Firstly the polishing disc had to be four times the normal size and four times as heavy, discs usually run with a spindle under and above and are kept in place with two blocks of hardwood. In those days nobody had found a way to make the axle run smooth in anything else but hardwood, but with such a large heavy disk, imagine if the wood were to split. It would send the disk flying across the workshop, tools, diamonds and all!

In the machine room was an old-fashioned fitter, Master Chardon. To him go all the honours for creating a construction in phosphorus bronze with at its centre, a spindle on which the disk ran as smoothly as in the hardwood. And then there were the polishing clamps and the large cups to hold the stones etc.
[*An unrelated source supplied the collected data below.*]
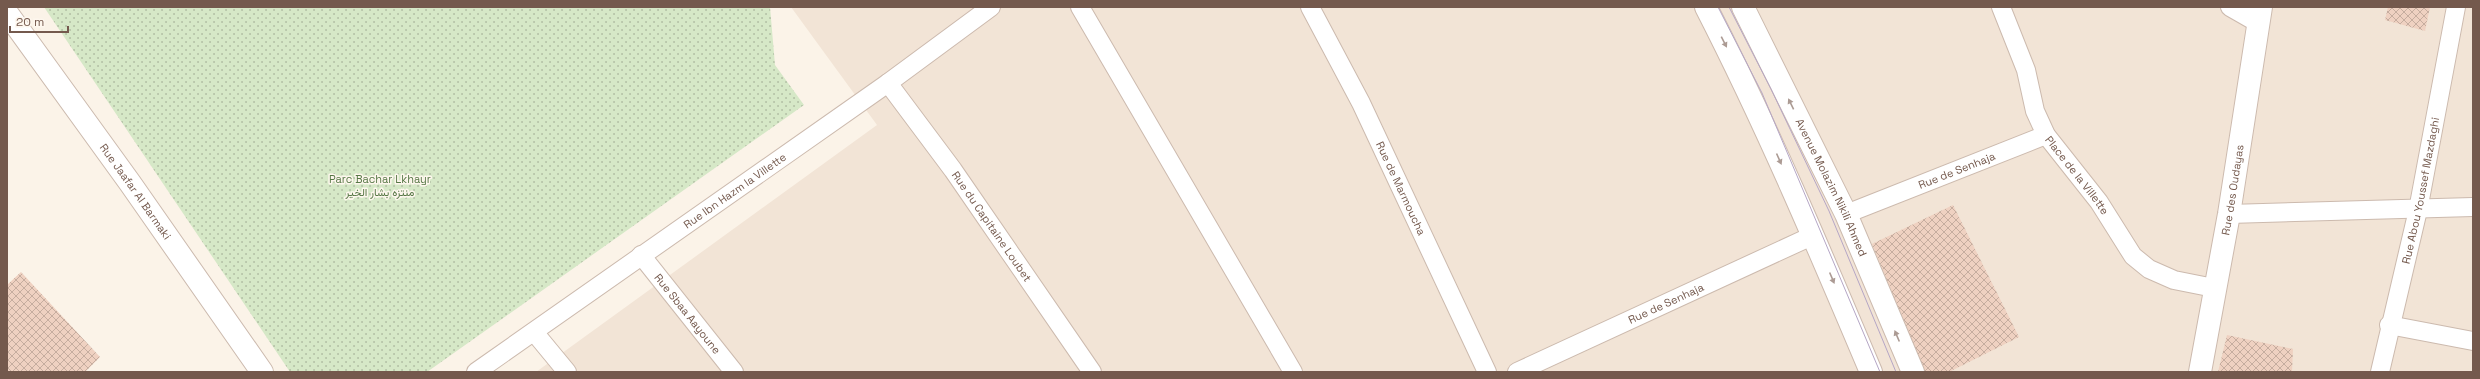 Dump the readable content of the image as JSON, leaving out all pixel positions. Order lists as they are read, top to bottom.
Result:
{
  "streets": {
    "street": [
      "Rue de Senhaja",
      "Place de la Villette",
      "Avenue Molazim Nikili Ahmed",
      "Rue de Marmoucha",
      "Rue Ibn Hazm la Villette",
      "Rue des Oudayas",
      "Rue Abou Youssef Mazdaghi",
      "Rue Jaafar Al Barmaki",
      "Rue du Capitaine Loubet",
      "Rue Sbaa Aayoune"
    ]
  },
  "crossings": [
    ["Rue de Senhaja", "Place de la Villette"],
    ["Rue de Senhaja", "Avenue Molazim Nikili Ahmed"],
    ["Place de la Villette", "Rue des Oudayas"],
    ["Rue Ibn Hazm la Villette", "Rue du Capitaine Loubet"],
    ["Rue Ibn Hazm la Villette", "Rue Sbaa Aayoune"]
  ],
  "parks": ["Parc Bachar Lkhayr منتزه بشار الخير"],
  "scale_bar": "20 m"
} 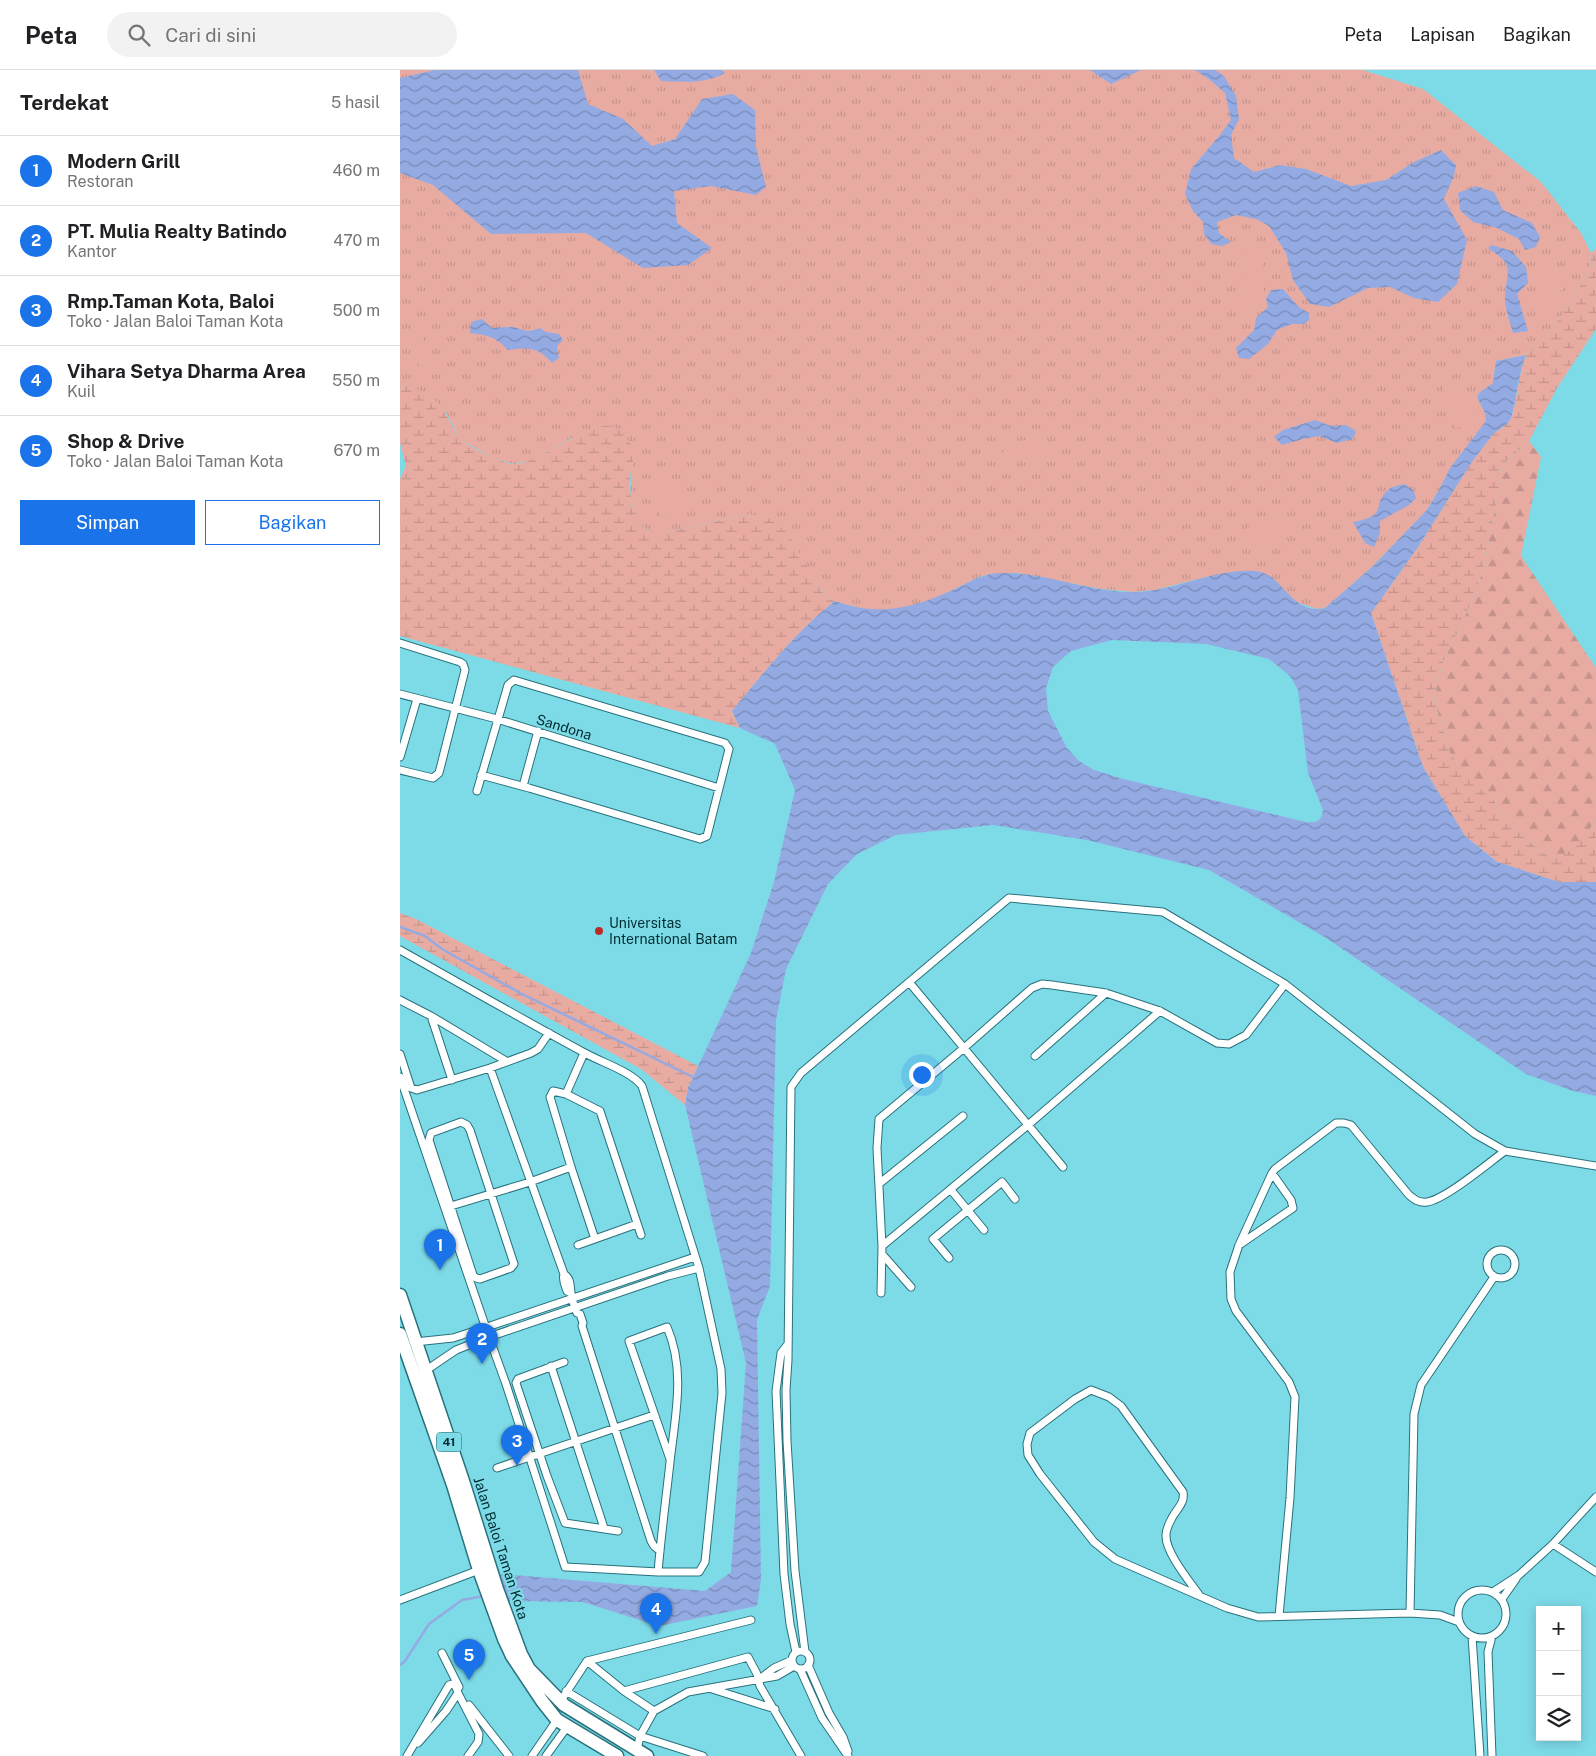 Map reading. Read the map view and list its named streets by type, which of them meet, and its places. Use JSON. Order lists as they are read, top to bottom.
{
  "streets": {
    "highway": ["41", "Jalan Baloi Taman Kota"],
    "street": ["Sandona"]
  },
  "places": ["Universitas International Batam"],
  "page": {
    "header": "Peta",
    "search": "Cari di sini",
    "nav": ["Peta", "Lapisan", "Bagikan"],
    "heading": ["Terdekat", "5 hasil"],
    "list": [
      {
        "mark": "1",
        "name": "Modern Grill",
        "note": "Restoran",
        "value": "460 m"
      },
      {
        "mark": "2",
        "name": "PT. Mulia Realty Batindo",
        "note": "Kantor",
        "value": "470 m"
      },
      {
        "mark": "3",
        "name": "Rmp.Taman Kota, Baloi",
        "note": "Toko · Jalan Baloi Taman Kota",
        "value": "500 m"
      },
      {
        "mark": "4",
        "name": "Vihara Setya Dharma Area",
        "note": "Kuil",
        "value": "550 m"
      },
      {
        "mark": "5",
        "name": "Shop & Drive",
        "note": "Toko · Jalan Baloi Taman Kota",
        "value": "670 m"
      }
    ],
    "buttons": ["Simpan", "Bagikan"],
    "pins": [
      "1",
      "2",
      "3",
      "4",
      "5"
    ],
    "map_buttons": ["+", "−"]
  }
}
A rough diamond of a hundred carats was not a rarity, and set in a cup made of copper filled with solder, that was quite a task to handle because of the weight. After cleaving (the Cullinan), a piece of diamond weighing more than a thousand carats would have to be fitted into such a cup filled with lead. This would then be fitted and lowered onto the polishing disk countless times. A rough estimate put the total weight at about fifteen pounds. Under no circumstances could one drop the clamp with the stone onto the polishing disk, this would have meant disaster! A lifting construction was made with a counterbalance weight, but, in the end not used. Henri Koe ably assisted by his brother Salomon, handled the clamps as if they were of feathers. Within six weeks all preparations were finished.

The studio specially installed for the polishing of the Cullinan.